Our contribution is as follows: framing the combinatorial search as a binary quadratic model, we examine leveraging a quantum device to search the combinatorial space of finding optimal feature subsets of size k. We investigate various distance and correlation metrics, which we compute classically for the formulation of the binary quadratic optimization problem. We apply the heuristic of Maximal Relevancy Minimal Redundancy (MRMR) [10] as an approach to the feature selection problem, with the idea that we want to find a subset of features that may have a strong predictive signal in regards to a target variable (Maximal Relevancy), but low pairwise feature correlation between independent variables (Minimal Redundancy). We train and compare two types of regression models using quantum-assisted feature selection along with other benchmark selection methods including all features, greedy selection, and a wrapper method, over two data sets with continuous target values. We examine model predictive performance using this methodology and apply it to a real-world problem of data pre-processing for predictive models for vehicle prices. We show that by using quantum-assisted routines, we find combinations of features that increase the predictive quality of models on validation sets of data, and improve upon our benchmarks of all features, greedy feature selection, and recursive feature elimination.

1.1 Related work

The problem of Feature selection is well-studied in the literature [11, 12]. Recent approaches apply mutual-information-based metrics for feature selection for supervised learning in regards to classification applications [13]. In recent years, new correlation metrics have been proposed which may have more expressive power in measuring relationships between variables. Examples of this are Maximal Information Coefficient (MIC) [14] and Generalized Mean Information Coefficient (GMIC) [15], which introduce the concept of equability in variable relationships and may be more robust when dealing with non-linear relationships than correlation statistics such as Pearson correlation coefficient, which assume linear relationships.
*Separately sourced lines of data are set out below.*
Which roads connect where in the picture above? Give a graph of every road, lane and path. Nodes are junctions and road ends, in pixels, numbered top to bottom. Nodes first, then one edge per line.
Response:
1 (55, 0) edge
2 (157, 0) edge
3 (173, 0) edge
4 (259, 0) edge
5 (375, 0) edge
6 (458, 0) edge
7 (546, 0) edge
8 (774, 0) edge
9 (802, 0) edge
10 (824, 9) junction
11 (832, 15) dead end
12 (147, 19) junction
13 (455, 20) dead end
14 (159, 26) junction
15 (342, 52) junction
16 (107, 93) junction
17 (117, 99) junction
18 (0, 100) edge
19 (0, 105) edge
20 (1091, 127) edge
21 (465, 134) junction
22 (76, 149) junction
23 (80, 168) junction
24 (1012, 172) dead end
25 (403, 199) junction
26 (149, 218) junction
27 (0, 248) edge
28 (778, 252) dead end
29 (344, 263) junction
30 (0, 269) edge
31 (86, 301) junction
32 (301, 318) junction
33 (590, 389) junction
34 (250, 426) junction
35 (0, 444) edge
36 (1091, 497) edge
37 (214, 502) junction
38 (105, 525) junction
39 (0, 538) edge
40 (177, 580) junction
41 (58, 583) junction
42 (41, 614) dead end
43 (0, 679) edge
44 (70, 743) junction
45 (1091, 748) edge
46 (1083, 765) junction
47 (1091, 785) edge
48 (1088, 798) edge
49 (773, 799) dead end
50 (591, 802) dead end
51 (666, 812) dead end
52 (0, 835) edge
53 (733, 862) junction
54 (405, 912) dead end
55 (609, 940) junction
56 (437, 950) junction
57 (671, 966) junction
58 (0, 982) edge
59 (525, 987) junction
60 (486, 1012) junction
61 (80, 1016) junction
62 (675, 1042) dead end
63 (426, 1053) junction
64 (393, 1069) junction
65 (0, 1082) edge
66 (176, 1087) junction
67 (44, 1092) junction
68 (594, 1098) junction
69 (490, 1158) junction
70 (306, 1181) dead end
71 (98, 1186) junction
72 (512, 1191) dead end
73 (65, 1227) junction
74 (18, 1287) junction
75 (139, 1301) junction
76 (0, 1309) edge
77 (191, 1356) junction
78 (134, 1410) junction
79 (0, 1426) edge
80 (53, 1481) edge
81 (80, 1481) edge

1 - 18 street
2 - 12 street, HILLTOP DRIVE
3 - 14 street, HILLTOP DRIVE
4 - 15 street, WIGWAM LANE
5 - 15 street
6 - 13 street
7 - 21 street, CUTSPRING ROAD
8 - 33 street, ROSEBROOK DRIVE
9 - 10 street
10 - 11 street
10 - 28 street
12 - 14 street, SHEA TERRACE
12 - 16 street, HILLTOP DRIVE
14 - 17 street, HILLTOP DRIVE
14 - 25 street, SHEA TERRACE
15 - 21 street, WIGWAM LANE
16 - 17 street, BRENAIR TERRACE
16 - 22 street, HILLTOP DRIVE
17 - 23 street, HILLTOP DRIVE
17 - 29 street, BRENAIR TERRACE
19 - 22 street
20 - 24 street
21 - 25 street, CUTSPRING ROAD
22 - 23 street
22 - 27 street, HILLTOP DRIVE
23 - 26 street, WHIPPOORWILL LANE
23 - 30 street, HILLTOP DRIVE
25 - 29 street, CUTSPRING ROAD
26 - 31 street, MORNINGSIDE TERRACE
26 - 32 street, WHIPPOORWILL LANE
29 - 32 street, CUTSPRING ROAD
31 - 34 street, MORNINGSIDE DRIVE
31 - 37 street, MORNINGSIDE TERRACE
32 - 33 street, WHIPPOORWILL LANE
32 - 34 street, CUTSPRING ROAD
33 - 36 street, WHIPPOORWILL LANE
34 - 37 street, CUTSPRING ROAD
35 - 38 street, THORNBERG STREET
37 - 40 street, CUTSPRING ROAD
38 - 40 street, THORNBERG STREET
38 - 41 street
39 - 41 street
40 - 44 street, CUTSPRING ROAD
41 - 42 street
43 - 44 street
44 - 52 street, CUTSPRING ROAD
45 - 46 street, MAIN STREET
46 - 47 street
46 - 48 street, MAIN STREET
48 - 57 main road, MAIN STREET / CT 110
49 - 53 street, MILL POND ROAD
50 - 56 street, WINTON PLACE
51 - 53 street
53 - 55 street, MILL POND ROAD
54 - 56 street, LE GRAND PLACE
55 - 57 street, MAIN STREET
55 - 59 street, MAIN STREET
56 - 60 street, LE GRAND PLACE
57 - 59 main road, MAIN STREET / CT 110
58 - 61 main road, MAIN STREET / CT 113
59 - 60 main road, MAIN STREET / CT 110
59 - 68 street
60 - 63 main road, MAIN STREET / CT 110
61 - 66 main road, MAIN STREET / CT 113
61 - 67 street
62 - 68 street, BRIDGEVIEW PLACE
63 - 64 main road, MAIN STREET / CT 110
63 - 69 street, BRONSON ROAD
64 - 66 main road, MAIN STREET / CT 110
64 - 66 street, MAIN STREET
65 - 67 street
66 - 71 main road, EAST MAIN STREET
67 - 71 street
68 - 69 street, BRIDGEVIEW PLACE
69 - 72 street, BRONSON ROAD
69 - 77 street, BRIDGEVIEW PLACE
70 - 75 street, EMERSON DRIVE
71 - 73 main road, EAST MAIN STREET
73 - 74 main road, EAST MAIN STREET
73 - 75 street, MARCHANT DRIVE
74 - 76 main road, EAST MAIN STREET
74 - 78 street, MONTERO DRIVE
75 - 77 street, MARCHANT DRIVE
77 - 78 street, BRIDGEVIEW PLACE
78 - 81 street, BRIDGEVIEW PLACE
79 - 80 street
In the current era of quantum computing, the availability of devices leveraging quantum processing units (QPUs) has come online, and applications have been developed leveraging these devices for solving real-world problems within various industries. For example, in [16], the authors leveraged a quantum annealing system to optimize traffic flows around the city of Beijing, and the authors in [17] showed how to price options using quantum algorithms run on a gate-model quantum chip.

The feature subset selection problem was formulated by the authors in [18] as a quadratic program, where mutual information and Pearson correlation coefficient were used to calculate the matrix \(\textbf{Q}\), or a symmetric positive semi-definite matrix representing quadratic terms for minimizing the multi-variate objective function. There have been research efforts to apply quantum annealing to searching feature space for optimal subsets using mutual information-based formulations of interactions and linear terms for Ising spin-glass models and quadratic unconstrained binary optimization [19, 20]. Some of these efforts have included complexity considerations in regards to scaling for the quantum-assisted feature subset selection problem, claiming performance gains of \(O(1/m^2)\) versus \(O(mn^2)\) for classical computation [20]. This work in particular, claims a bound for the quantum-assisted routine given by the size of the minimum gap \(g(t) = E0-E1\) in the energy eigenvalues during in the annealing regime, with a resulting time complexity of \(T = O(\frac{1}{g^2min})\) where T is the upper time limit.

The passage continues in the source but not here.